Statement from Greg Evans, Executive Director – Coal
The MCA disputes claims by the Chair of the Energy Security Board today that there is no longer an investment case to build new coal-fired power stations in Australia.
Energy Minister Josh Frydenberg has rightly stated that the Government is developing the National Energy Guarantee (NEG) to ensure technology neutrality, where all generation options should be available and considered as part of the NEG’s stated objectives to improve reliability and affordability while reducing emissions.
This approach would ensure that if the economics of a particular generation option are clear, then it should be allowed to operate without subsidy and on merit, allowing markets to select the best technologies.

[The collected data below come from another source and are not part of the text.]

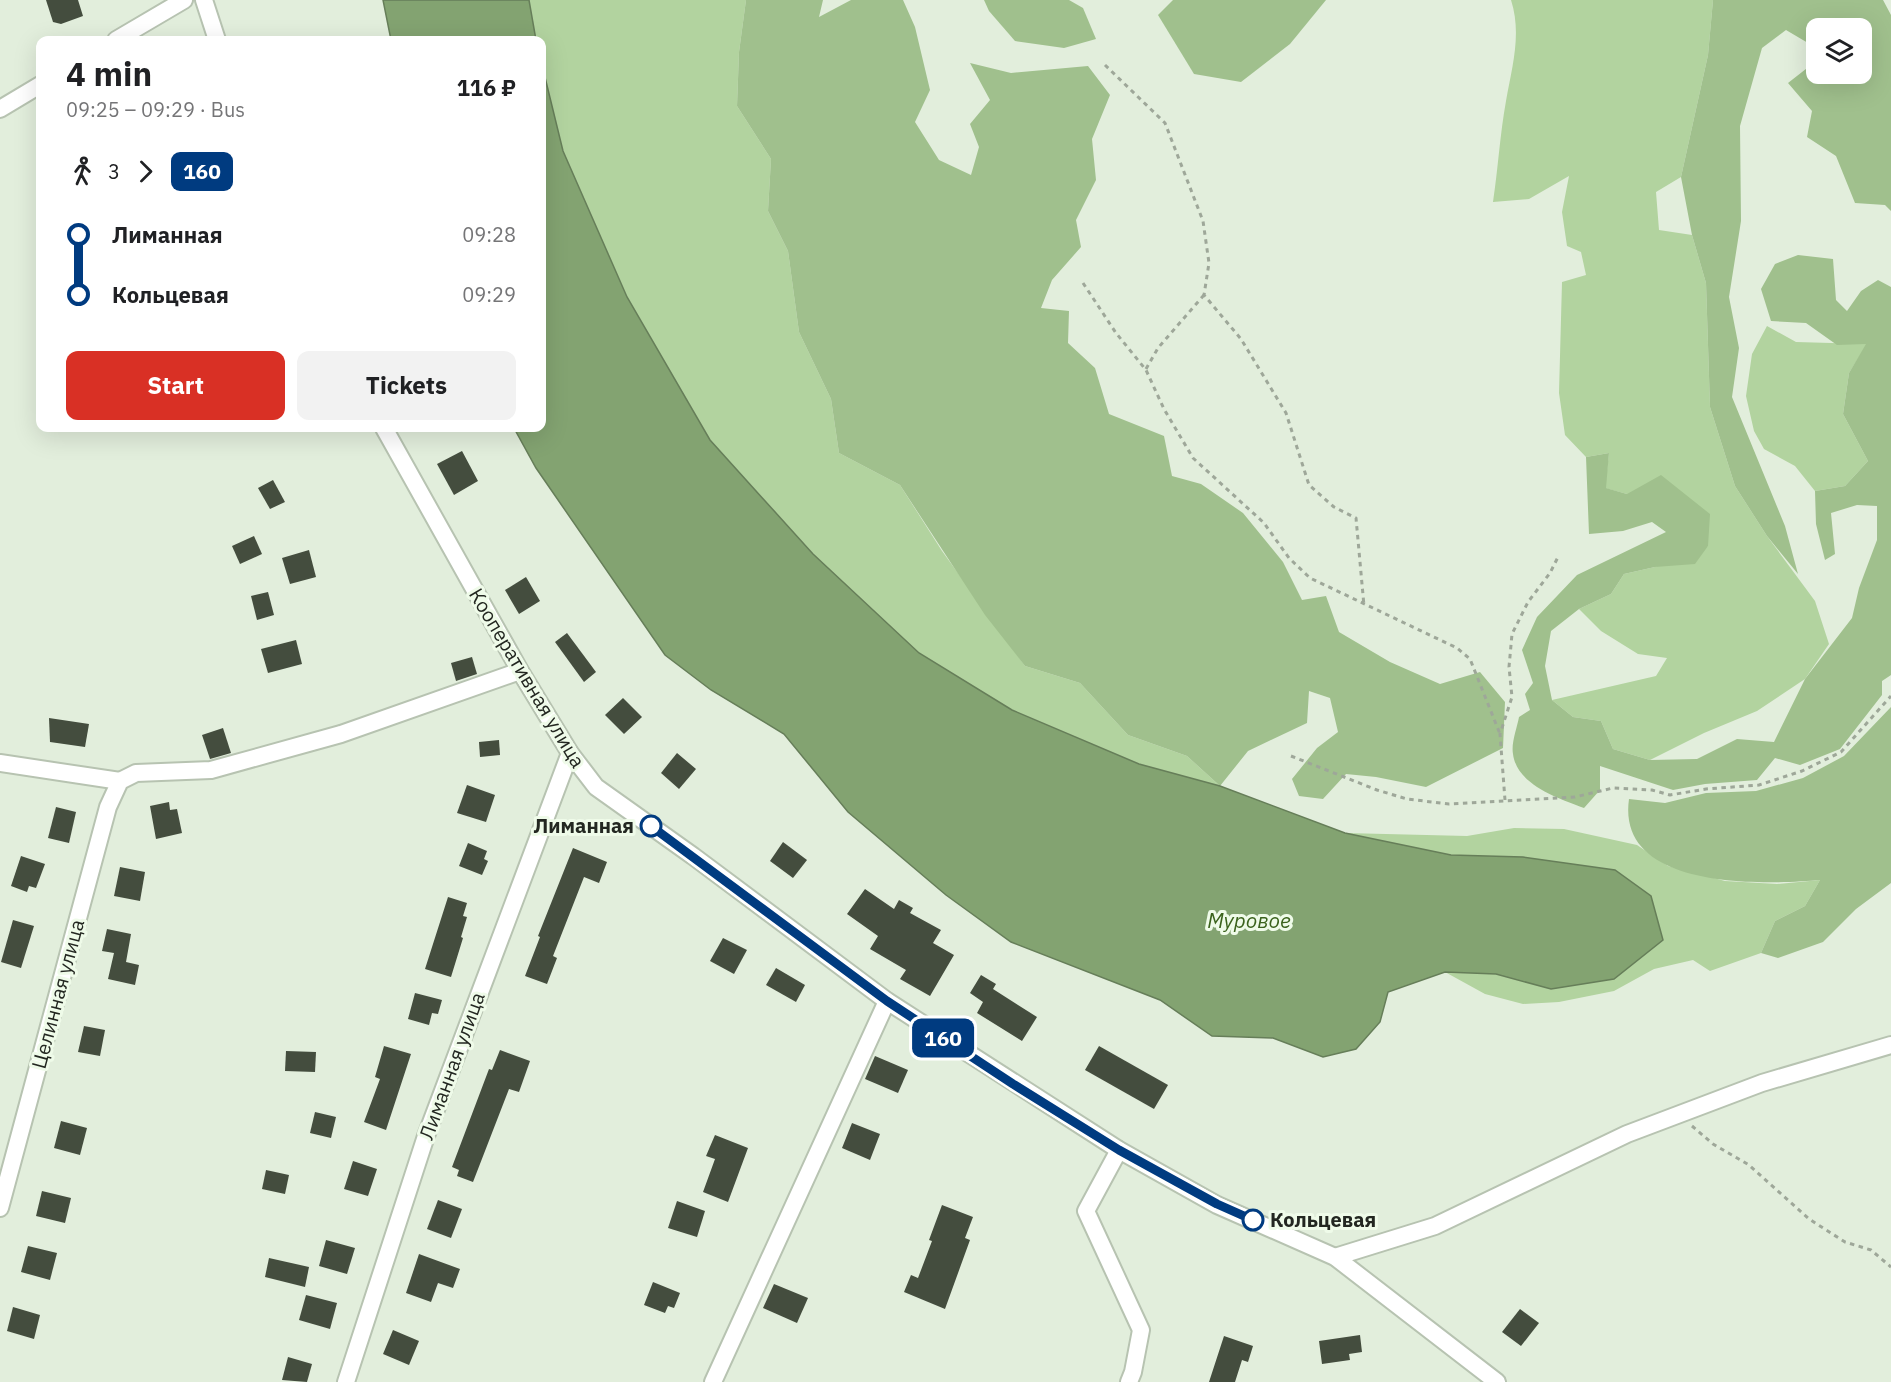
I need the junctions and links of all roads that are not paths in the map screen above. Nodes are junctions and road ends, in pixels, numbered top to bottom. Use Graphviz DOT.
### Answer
graph roads {
  1 [pos="184,0"];
  2 [pos="204,0"];
  3 [pos="123,36"];
  4 [pos="216,36"];
  5 [pos="36,87"];
  6 [pos="0,109"];
  7 [pos="386,432"];
  8 [pos="520,671"];
  9 [pos="570,753"];
  10 [pos="0,763"];
  11 [pos="120,781"];
  12 [pos="887,1001"];
  13 [pos="1891,1045"];
  14 [pos="1119,1150"];
  15 [pos="0,1208"];
  16 [pos="1335,1257"];
  17 [pos="346,1382"];
  18 [pos="713,1382"];
  19 [pos="1129,1382"];
  20 [pos="1497,1382"];
  1 -- 3 [label="street"];
  2 -- 4 [label="street"];
  5 -- 6 [label="street"];
  7 -- 8 [label="street, Кооперативная улица"];
  8 -- 9 [label="street, Кооперативная улица"];
  8 -- 11 [label="street"];
  9 -- 12 [label="street, Кооперативная улица"];
  9 -- 17 [label="street, Лиманная улица"];
  10 -- 11 [label="street"];
  11 -- 15 [label="street, Целинная улица"];
  12 -- 14 [label="street, Кооперативная улица"];
  12 -- 18 [label="street"];
  13 -- 16 [label="street"];
  14 -- 16 [label="street, Кооперативная улица"];
  14 -- 19 [label="street"];
  16 -- 20 [label="street, Кооперативная улица"];
}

Facts should be central to the energy debate, including a full analysis to support claims that dispatchable wind and solar with gas or pumped hydro is cheaper on a full system cost basis than new HELE coal-fired electricity generation.
The cost of fuel is only a small part of the equation – an evaluation of capital costs, utilisation rates and the ‘firming’ capacity required by intermittent renewables is essential before conclusions can be drawn about relative costs.
The mining industry commissioned an independent study in 2017 from Solstice Development Services and GHD Engineers which concluded a Hunter Valley HELE plant built on a brownfield site would cost $2.2 billion per 1000 MW.
The engineering study quoted a construction period of four years for a large HELE plant, with the capability to deliver the lowest cost 24 hours a day electricity from $40 per MWh, or a mid-point price of $59 MWh – noting that the newest supercritical coal-fired plant in Queensland is producing electricity at a reported cost of just $35 MWh.
The current HELE rollout in Asia, the Middle East, Europe, Africa and South America also shows that advanced coal technologies can deliver inexpensive and reliable power while reducing emissions.
The purpose of the National Energy Guarantee is to restore competitive energy markets with neutral policy settings. It should be investors who decide whether HELE stacks up as part of this approach.